The entries below are to be returned exactly. Include all of them.

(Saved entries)
>>>
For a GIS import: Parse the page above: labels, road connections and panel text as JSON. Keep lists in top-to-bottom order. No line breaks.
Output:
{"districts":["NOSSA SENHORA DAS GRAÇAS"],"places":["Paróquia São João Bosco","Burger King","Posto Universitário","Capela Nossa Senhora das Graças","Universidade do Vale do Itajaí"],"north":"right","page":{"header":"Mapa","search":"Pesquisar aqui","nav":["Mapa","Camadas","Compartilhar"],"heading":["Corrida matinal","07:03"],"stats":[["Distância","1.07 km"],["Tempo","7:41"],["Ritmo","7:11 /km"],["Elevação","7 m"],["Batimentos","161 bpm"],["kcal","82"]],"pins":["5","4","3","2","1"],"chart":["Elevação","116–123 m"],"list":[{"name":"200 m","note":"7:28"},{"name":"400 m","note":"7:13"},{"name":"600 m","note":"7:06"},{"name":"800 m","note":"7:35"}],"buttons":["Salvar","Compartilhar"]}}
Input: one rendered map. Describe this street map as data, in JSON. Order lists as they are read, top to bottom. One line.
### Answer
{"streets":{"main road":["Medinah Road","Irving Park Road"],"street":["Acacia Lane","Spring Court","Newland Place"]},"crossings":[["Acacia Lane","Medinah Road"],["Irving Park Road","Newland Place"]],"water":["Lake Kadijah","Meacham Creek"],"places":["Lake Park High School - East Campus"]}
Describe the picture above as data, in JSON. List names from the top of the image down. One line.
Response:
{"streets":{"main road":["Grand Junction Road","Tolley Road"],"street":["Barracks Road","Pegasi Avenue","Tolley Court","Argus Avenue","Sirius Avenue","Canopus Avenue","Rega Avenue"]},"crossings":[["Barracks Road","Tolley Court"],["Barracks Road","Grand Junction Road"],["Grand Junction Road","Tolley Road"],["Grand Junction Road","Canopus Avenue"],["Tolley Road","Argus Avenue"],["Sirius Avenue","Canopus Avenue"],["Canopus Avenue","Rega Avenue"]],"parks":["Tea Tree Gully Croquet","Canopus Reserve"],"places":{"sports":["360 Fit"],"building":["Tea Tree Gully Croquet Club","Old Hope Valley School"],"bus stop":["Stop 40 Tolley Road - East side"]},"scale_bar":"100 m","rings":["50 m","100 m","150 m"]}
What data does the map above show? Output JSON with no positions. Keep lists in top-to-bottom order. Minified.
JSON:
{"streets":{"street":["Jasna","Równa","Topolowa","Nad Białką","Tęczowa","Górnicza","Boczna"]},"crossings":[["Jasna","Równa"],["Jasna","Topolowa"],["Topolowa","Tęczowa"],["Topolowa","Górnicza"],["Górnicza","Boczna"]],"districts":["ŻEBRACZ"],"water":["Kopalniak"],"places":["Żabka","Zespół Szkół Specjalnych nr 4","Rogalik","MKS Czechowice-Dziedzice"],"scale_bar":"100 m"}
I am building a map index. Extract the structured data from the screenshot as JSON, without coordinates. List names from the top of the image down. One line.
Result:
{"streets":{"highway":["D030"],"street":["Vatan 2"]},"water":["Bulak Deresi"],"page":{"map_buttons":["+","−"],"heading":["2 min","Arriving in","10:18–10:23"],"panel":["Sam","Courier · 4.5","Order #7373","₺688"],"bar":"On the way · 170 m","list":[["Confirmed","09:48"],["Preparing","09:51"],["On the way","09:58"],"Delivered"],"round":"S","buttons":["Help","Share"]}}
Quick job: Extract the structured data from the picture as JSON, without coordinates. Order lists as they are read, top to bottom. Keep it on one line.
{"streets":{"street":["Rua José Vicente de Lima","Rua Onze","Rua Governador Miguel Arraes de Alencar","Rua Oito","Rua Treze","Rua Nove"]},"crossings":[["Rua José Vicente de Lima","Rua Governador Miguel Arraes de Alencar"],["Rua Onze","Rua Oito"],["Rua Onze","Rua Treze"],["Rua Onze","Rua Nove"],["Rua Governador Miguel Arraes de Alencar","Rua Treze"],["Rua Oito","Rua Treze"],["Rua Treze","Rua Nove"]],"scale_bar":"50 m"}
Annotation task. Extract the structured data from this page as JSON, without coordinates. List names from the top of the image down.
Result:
<<<
**EXERCISE SOLUTION**
For a GIS import: Parse the page above: labels, road connections and panel text as JSON. Keep lists in top-to-bottom order. No line breaks.
Output:
{"districts":["NOSSA SENHORA DAS GRAÇAS"],"places":["Paróquia São João Bosco","Burger King","Posto Universitário","Capela Nossa Senhora das Graças","Universidade do Vale do Itajaí"],"north":"right","page":{"header":"Mapa","search":"Pesquisar aqui","nav":["Mapa","Camadas","Compartilhar"],"heading":["Corrida matinal","07:03"],"stats":[["Distância","1.07 km"],["Tempo","7:41"],["Ritmo","7:11 /km"],["Elevação","7 m"],["Batimentos","161 bpm"],["kcal","82"]],"pins":["5","4","3","2","1"],"chart":["Elevação","116–123 m"],"list":[{"name":"200 m","note":"7:28"},{"name":"400 m","note":"7:13"},{"name":"600 m","note":"7:06"},{"name":"800 m","note":"7:35"}],"buttons":["Salvar","Compartilhar"]}}
Input: one rendered map. Describe this street map as data, in JSON. Order lists as they are read, top to bottom. One line.
### Answer
{"streets":{"main road":["Medinah Road","Irving Park Road"],"street":["Acacia Lane","Spring Court","Newland Place"]},"crossings":[["Acacia Lane","Medinah Road"],["Irving Park Road","Newland Place"]],"water":["Lake Kadijah","Meacham Creek"],"places":["Lake Park High School - East Campus"]}
Describe the picture above as data, in JSON. List names from the top of the image down. One line.
Response:
{"streets":{"main road":["Grand Junction Road","Tolley Road"],"street":["Barracks Road","Pegasi Avenue","Tolley Court","Argus Avenue","Sirius Avenue","Canopus Avenue","Rega Avenue"]},"crossings":[["Barracks Road","Tolley Court"],["Barracks Road","Grand Junction Road"],["Grand Junction Road","Tolley Road"],["Grand Junction Road","Canopus Avenue"],["Tolley Road","Argus Avenue"],["Sirius Avenue","Canopus Avenue"],["Canopus Avenue","Rega Avenue"]],"parks":["Tea Tree Gully Croquet","Canopus Reserve"],"places":{"sports":["360 Fit"],"building":["Tea Tree Gully Croquet Club","Old Hope Valley School"],"bus stop":["Stop 40 Tolley Road - East side"]},"scale_bar":"100 m","rings":["50 m","100 m","150 m"]}
What data does the map above show? Output JSON with no positions. Keep lists in top-to-bottom order. Minified.
JSON:
{"streets":{"street":["Jasna","Równa","Topolowa","Nad Białką","Tęczowa","Górnicza","Boczna"]},"crossings":[["Jasna","Równa"],["Jasna","Topolowa"],["Topolowa","Tęczowa"],["Topolowa","Górnicza"],["Górnicza","Boczna"]],"districts":["ŻEBRACZ"],"water":["Kopalniak"],"places":["Żabka","Zespół Szkół Specjalnych nr 4","Rogalik","MKS Czechowice-Dziedzice"],"scale_bar":"100 m"}
I am building a map index. Extract the structured data from the screenshot as JSON, without coordinates. List names from the top of the image down. One line.
Result:
{"streets":{"highway":["D030"],"street":["Vatan 2"]},"water":["Bulak Deresi"],"page":{"map_buttons":["+","−"],"heading":["2 min","Arriving in","10:18–10:23"],"panel":["Sam","Courier · 4.5","Order #7373","₺688"],"bar":"On the way · 170 m","list":[["Confirmed","09:48"],["Preparing","09:51"],["On the way","09:58"],"Delivered"],"round":"S","buttons":["Help","Share"]}}
Quick job: Extract the structured data from the picture as JSON, without coordinates. Order lists as they are read, top to bottom. Keep it on one line.
{"streets":{"street":["Rua José Vicente de Lima","Rua Onze","Rua Governador Miguel Arraes de Alencar","Rua Oito","Rua Treze","Rua Nove"]},"crossings":[["Rua José Vicente de Lima","Rua Governador Miguel Arraes de Alencar"],["Rua Onze","Rua Oito"],["Rua Onze","Rua Treze"],["Rua Onze","Rua Nove"],["Rua Governador Miguel Arraes de Alencar","Rua Treze"],["Rua Oito","Rua Treze"],["Rua Treze","Rua Nove"]],"scale_bar":"50 m"}
Annotation task. Extract the structured data from this page as JSON, without coordinates. List names from the top of the image down.
Result:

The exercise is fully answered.